What is expected:
Look through the material for lines with the word "leaving", and copy each one.

Top of Data to examine

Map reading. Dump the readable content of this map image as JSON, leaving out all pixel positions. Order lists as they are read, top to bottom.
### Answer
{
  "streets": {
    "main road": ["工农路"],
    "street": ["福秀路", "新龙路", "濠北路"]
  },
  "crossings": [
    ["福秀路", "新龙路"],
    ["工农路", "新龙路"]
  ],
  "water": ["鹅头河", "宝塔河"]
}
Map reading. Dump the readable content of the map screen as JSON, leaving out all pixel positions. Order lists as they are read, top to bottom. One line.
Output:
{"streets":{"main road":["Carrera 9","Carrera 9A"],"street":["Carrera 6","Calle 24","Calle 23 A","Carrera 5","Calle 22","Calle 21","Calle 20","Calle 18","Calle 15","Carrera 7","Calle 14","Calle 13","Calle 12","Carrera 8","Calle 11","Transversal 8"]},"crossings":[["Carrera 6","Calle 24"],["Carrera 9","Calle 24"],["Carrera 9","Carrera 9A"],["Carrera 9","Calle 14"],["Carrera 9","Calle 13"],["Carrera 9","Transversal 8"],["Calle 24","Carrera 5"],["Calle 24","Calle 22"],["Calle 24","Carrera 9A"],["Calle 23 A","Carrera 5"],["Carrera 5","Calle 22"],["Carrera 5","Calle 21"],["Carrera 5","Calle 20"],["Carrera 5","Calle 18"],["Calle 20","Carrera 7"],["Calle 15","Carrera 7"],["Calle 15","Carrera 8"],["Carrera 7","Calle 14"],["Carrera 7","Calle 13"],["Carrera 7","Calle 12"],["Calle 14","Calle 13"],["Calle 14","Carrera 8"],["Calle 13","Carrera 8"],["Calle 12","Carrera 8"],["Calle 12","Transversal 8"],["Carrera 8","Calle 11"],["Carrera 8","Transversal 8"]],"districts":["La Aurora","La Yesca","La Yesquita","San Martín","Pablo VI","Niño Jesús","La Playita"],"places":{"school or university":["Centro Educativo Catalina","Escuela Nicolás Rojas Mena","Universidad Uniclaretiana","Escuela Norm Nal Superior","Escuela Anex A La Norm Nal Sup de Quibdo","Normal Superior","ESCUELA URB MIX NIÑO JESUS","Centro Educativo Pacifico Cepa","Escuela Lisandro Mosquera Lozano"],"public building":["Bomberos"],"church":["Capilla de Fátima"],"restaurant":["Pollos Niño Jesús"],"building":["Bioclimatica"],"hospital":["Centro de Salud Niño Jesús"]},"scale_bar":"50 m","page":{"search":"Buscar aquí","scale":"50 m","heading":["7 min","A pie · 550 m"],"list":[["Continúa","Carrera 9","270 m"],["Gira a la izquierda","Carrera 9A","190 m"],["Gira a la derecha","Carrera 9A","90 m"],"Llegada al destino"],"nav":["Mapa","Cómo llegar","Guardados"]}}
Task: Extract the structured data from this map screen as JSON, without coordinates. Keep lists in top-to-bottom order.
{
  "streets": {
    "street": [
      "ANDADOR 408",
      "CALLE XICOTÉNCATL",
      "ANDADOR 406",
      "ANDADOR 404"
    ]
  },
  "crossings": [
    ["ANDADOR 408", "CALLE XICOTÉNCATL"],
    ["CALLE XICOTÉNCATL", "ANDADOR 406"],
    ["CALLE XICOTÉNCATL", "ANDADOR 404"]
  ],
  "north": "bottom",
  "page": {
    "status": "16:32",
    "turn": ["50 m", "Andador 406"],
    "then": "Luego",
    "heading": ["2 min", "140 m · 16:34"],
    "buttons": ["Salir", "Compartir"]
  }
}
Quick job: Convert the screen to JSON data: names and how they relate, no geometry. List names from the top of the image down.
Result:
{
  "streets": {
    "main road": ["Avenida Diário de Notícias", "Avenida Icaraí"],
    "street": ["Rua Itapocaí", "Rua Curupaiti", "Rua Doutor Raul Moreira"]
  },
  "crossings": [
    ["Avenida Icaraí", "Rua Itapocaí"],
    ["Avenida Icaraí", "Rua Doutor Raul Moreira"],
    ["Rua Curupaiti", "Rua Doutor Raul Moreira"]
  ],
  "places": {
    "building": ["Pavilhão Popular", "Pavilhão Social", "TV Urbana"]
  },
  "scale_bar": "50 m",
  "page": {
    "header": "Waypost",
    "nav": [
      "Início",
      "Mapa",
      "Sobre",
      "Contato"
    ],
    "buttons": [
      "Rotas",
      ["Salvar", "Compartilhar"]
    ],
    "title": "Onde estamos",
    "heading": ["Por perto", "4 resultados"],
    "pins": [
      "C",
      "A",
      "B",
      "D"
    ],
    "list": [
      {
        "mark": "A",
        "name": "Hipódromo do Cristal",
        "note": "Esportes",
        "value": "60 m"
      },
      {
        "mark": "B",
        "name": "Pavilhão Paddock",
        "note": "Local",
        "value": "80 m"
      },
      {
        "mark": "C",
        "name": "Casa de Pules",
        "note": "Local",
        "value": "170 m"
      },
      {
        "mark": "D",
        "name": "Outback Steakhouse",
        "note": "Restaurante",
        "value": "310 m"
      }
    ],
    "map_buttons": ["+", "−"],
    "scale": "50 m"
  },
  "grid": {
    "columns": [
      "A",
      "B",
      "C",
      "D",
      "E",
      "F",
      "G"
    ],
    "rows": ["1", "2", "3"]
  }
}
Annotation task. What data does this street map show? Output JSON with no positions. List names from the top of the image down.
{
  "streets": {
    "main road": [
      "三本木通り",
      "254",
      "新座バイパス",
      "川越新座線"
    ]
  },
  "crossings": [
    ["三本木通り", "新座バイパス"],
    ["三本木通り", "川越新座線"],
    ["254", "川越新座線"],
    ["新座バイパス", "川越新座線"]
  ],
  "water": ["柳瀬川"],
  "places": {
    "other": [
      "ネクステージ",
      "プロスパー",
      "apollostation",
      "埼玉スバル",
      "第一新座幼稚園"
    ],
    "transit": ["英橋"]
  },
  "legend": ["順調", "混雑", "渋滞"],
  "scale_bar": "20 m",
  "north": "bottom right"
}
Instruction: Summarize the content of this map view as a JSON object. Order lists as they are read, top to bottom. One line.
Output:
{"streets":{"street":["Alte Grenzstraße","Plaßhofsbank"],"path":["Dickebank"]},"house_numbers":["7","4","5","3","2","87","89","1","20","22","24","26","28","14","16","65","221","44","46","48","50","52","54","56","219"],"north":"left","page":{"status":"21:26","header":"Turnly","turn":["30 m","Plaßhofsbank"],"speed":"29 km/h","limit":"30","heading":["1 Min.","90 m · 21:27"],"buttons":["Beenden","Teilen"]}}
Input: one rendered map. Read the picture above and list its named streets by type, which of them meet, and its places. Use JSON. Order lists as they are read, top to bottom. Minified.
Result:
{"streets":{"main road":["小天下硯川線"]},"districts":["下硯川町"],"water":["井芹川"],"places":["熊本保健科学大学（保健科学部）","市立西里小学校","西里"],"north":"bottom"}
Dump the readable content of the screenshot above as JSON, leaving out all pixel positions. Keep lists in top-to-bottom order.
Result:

Bottom of Data to examine

Your solution:
Map reading. Dump the readable content of this map image as JSON, leaving out all pixel positions. Order lists as they are read, top to bottom.
Map reading. Dump the readable content of the map screen as JSON, leaving out all pixel positions. Order lists as they are read, top to bottom. One line.
Dump the readable content of the screenshot above as JSON, leaving out all pixel positions. Keep lists in top-to-bottom order.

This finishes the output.